Dataset entries
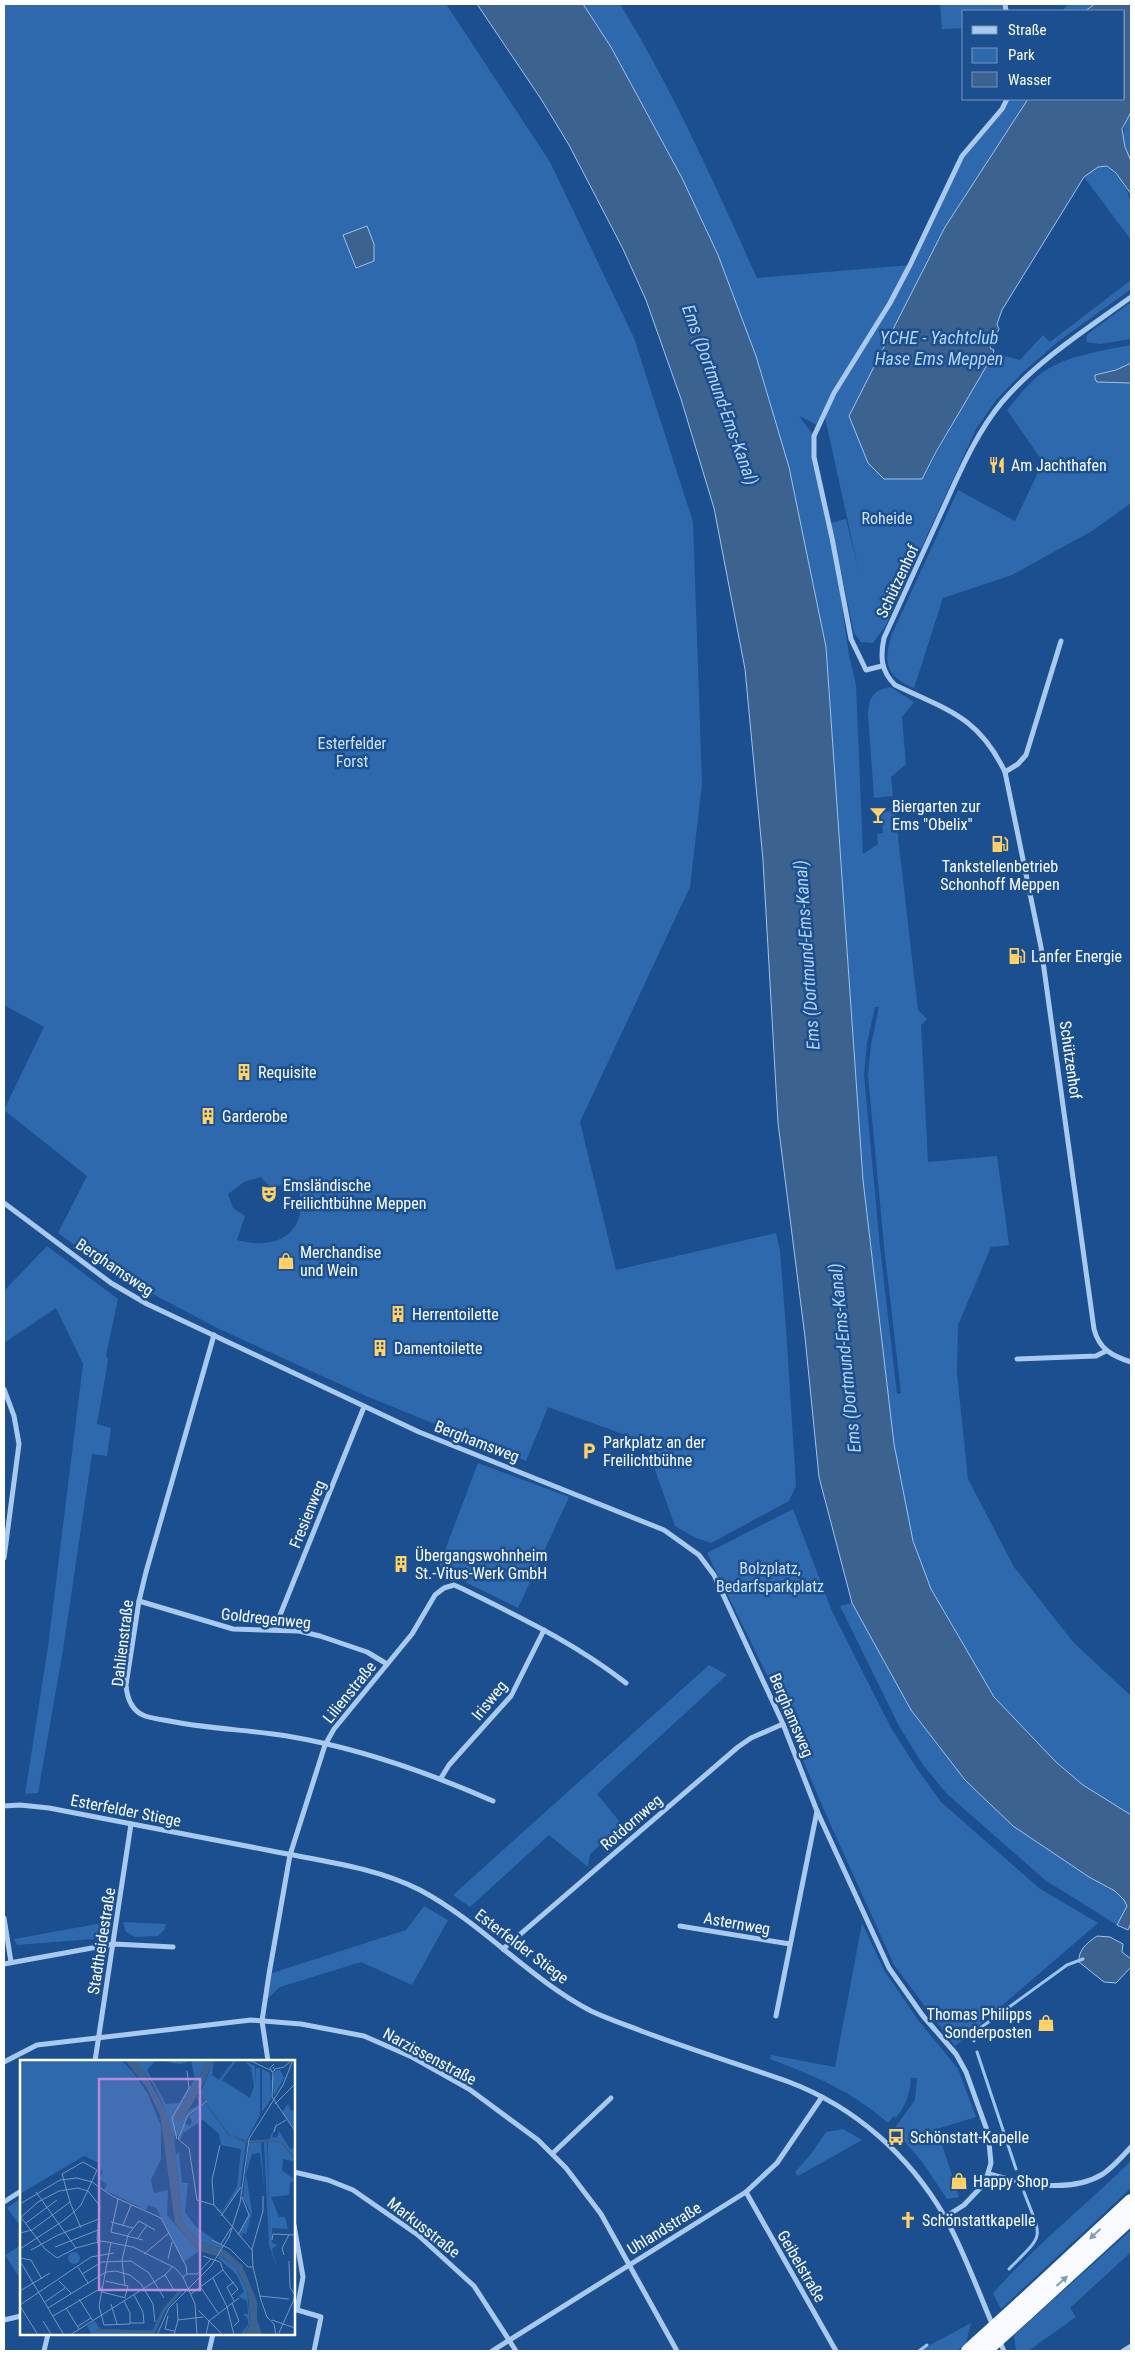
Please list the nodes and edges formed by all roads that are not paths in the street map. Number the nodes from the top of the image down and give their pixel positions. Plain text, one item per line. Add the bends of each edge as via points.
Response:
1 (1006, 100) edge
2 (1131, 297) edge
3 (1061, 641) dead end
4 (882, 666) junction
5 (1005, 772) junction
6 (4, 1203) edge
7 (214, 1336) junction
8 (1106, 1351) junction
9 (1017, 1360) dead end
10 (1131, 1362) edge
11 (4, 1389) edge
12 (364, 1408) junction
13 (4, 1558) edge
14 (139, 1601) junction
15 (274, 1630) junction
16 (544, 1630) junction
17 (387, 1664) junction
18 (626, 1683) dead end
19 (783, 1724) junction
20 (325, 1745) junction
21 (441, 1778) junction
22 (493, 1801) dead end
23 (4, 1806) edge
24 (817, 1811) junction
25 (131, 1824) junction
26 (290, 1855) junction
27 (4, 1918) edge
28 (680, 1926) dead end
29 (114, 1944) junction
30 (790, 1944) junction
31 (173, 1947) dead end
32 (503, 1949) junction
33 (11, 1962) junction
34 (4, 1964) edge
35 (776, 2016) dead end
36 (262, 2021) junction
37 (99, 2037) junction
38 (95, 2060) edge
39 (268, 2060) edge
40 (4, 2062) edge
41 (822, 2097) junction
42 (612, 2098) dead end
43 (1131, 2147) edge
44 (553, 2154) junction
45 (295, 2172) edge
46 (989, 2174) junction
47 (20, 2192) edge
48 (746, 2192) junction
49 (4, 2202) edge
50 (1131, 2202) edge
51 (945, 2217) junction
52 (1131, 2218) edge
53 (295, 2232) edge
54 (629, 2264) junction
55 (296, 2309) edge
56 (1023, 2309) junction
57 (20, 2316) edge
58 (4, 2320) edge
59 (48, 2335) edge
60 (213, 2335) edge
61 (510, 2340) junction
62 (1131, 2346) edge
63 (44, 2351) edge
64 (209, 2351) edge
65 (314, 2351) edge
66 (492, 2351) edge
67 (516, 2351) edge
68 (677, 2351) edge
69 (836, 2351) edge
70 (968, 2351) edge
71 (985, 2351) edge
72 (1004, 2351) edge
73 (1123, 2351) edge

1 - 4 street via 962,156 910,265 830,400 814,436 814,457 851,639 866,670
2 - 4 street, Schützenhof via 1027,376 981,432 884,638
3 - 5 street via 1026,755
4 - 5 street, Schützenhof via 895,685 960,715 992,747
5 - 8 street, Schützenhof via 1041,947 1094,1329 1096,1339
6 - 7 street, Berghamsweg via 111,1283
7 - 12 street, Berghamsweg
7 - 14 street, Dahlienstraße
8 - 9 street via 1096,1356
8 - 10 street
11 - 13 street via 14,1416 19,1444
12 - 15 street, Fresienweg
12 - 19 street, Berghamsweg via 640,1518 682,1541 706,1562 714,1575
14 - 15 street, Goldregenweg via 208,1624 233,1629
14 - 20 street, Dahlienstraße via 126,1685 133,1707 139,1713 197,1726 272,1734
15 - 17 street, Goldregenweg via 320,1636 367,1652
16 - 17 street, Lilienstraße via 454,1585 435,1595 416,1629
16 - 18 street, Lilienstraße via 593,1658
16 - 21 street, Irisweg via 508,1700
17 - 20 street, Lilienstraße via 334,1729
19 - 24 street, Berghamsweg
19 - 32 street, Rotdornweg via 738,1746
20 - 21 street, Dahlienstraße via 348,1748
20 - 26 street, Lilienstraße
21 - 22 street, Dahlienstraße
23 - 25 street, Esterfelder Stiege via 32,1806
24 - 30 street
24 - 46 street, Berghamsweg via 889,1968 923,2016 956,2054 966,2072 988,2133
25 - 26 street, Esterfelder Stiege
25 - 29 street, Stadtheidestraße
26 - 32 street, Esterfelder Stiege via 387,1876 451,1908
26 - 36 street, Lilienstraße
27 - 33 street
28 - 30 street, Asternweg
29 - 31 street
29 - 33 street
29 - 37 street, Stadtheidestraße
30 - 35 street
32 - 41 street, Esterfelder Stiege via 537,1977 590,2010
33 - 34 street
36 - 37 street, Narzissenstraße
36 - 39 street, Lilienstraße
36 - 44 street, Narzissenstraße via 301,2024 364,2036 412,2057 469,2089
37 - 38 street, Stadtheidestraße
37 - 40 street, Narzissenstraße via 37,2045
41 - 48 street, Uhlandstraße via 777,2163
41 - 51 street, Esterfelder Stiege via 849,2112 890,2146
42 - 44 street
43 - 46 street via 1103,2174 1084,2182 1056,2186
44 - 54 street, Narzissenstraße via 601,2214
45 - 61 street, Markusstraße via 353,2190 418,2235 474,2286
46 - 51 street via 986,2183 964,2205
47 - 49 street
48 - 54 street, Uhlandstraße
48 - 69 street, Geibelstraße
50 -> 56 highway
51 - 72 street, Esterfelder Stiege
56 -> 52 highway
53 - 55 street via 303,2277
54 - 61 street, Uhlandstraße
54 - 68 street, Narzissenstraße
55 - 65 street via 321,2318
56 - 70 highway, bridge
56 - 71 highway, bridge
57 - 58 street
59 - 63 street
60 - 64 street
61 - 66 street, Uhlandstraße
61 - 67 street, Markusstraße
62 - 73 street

PROBLEM STATEMENT:
Wherever the word "Schützenhof" appears in the data, return the whole line.

OUTPUT OF THE TASK:
2 - 4 street, Schützenhof via 1027,376 981,432 884,638
4 - 5 street, Schützenhof via 895,685 960,715 992,747
5 - 8 street, Schützenhof via 1041,947 1094,1329 1096,1339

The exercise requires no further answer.